**DATASET EXTRACT**
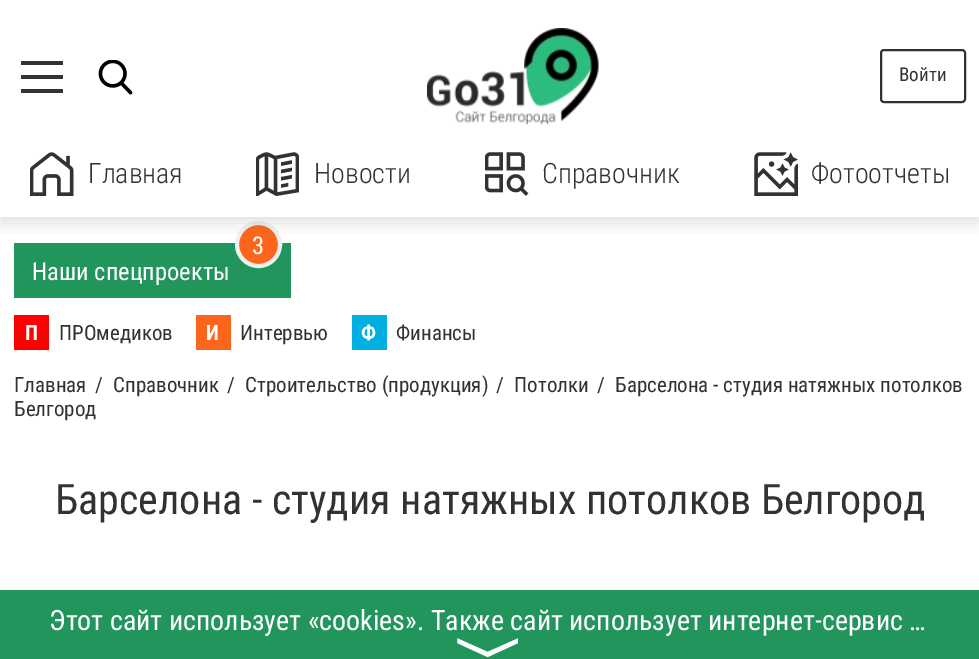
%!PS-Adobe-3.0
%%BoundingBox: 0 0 979 659
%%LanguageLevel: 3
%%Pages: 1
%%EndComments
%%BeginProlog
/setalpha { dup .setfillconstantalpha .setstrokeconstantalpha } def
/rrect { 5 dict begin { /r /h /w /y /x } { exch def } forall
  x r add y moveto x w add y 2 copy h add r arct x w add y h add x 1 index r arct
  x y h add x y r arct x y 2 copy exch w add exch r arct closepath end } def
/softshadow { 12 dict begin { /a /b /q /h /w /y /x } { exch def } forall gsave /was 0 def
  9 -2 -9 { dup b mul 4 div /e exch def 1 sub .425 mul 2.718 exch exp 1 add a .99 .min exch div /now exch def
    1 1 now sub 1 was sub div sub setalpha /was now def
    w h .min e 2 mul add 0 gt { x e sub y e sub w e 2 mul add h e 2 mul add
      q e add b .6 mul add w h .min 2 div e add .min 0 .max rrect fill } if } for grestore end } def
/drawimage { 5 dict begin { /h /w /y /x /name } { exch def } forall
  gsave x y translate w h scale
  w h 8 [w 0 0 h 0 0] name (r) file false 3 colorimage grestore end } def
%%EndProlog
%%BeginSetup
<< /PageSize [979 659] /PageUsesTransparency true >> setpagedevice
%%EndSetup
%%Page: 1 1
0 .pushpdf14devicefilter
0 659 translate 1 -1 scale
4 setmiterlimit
1 setgray
0 0 979 659 rectfill
0.133 0.584 0.365 setrgbcolor
14 243 277 55 rectfill
0.984 0.4 0.11 setrgbcolor
newpath 258.5 244.5 21.5 0 360 arc closepath gsave fill grestore
0.941 setgray
4 setlinewidth
stroke
gsave
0 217 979 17 rectclip
0.306 setgray
0 5 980 217 0 9 0.2 softshadow
grestore
0.196 setgray
21 75 42 4 rectfill
21 61 42 4 rectfill
21 89 42 4 rectfill
(images/1.raw) 98 60 35 35 drawimage
(images/2.raw) 427 28 172 97 drawimage
2 setlinewidth
881 50 84 52 3 rrect stroke
(images/3.raw) 30 152 44 44 drawimage
(images/4.raw) 256 152 43 44 drawimage
(images/5.raw) 485 152 44 44 drawimage
(images/6.raw) 754 152 44 44 drawimage
1 0 0 setrgbcolor
14 315 35 35 rectfill
0.984 0.4 0.11 setrgbcolor
196 315 35 35 rectfill
0 0.686 0.882 setrgbcolor
352 315 35 35 rectfill
0.133 0.584 0.365 setrgbcolor
0 590 979 69 rectfill
/RobotoCondensed-Regular [19 0 0 -19 0 0] selectfont
0.196 setgray
899 81 moveto (Войти) show
/RobotoCondensed-Light [28 0 0 -28 0 0] selectfont
88 183 moveto (Главная) show
314 183 moveto (Новости) show
542 183 moveto (Справочник) show
811 183 moveto (Фотоотчеты) show
/RobotoCondensed-Regular [24.5 0 0 -24.5 0 0] selectfont
1 setgray
252 254 moveto (3) show
32 280 moveto (Наши спецпроекты) show
/RobotoCondensed-Bold [21 0 0 -21 0 0] selectfont
25 340 moveto (П) show
/RobotoCondensed-Regular [21 0 0 -21 0 0] selectfont
0.196 setgray
59 340 moveto (ПРОмедиков) show
/RobotoCondensed-Bold [21 0 0 -21 0 0] selectfont
1 setgray
206 340 moveto (И) show
/RobotoCondensed-Regular [21 0 0 -21 0 0] selectfont
0.196 setgray
240 340 moveto (Интервью) show
/RobotoCondensed-Bold [21 0 0 -21 0 0] selectfont
1 setgray
361 340 moveto (Ф) show
/RobotoCondensed-Regular [21 0 0 -21 0 0] selectfont
0.196 setgray
396 340 moveto (Финансы) show
14 392 moveto (Главная) show
95 392 moveto (/) show
113 392 moveto (Справочник) show
227 392 moveto (/) show
245 392 moveto (Строительство \(продукция\)) show
496 392 moveto (/) show
514 392 moveto (Потолки) show
597 392 moveto (/) show
615 392 moveto (Барселона - студия натяжных потолков) show
14 416 moveto (Белгород) show
/RobotoCondensed-Regular [42 0 0 -42 0 0] selectfont
55 514 moveto (Барселона - студия натяжных потолков Белгород) show
/RobotoCondensed-Regular [28 0 0 -28 0 0] selectfont
1 setgray
49 630 moveto (Этот сайт использует «cookies». Также сайт использует интернет-сервис …) show
/FreeSans-Regular [70 0 0 -70 0 0] selectfont
gsave 467 636 translate 90 rotate 0 0 moveto (〉) show grestore
.poppdf14devicefilter showpage
%%EOF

**TASK BRIEF**
No pictures belong in the answer, only the lines from the top of the listing through the line containing "x r add y moveto", repeated word for word.

**COMPLETED EXERCISE**
%!PS-Adobe-3.0
%%BoundingBox: 0 0 979 659
%%LanguageLevel: 3
%%Pages: 1
%%EndComments
%%BeginProlog
/setalpha { dup .setfillconstantalpha .setstrokeconstantalpha } def
/rrect { 5 dict begin { /r /h /w /y /x } { exch def } forall
  x r add y moveto x w add y 2 copy h add r arct x w add y h add x 1 index r arct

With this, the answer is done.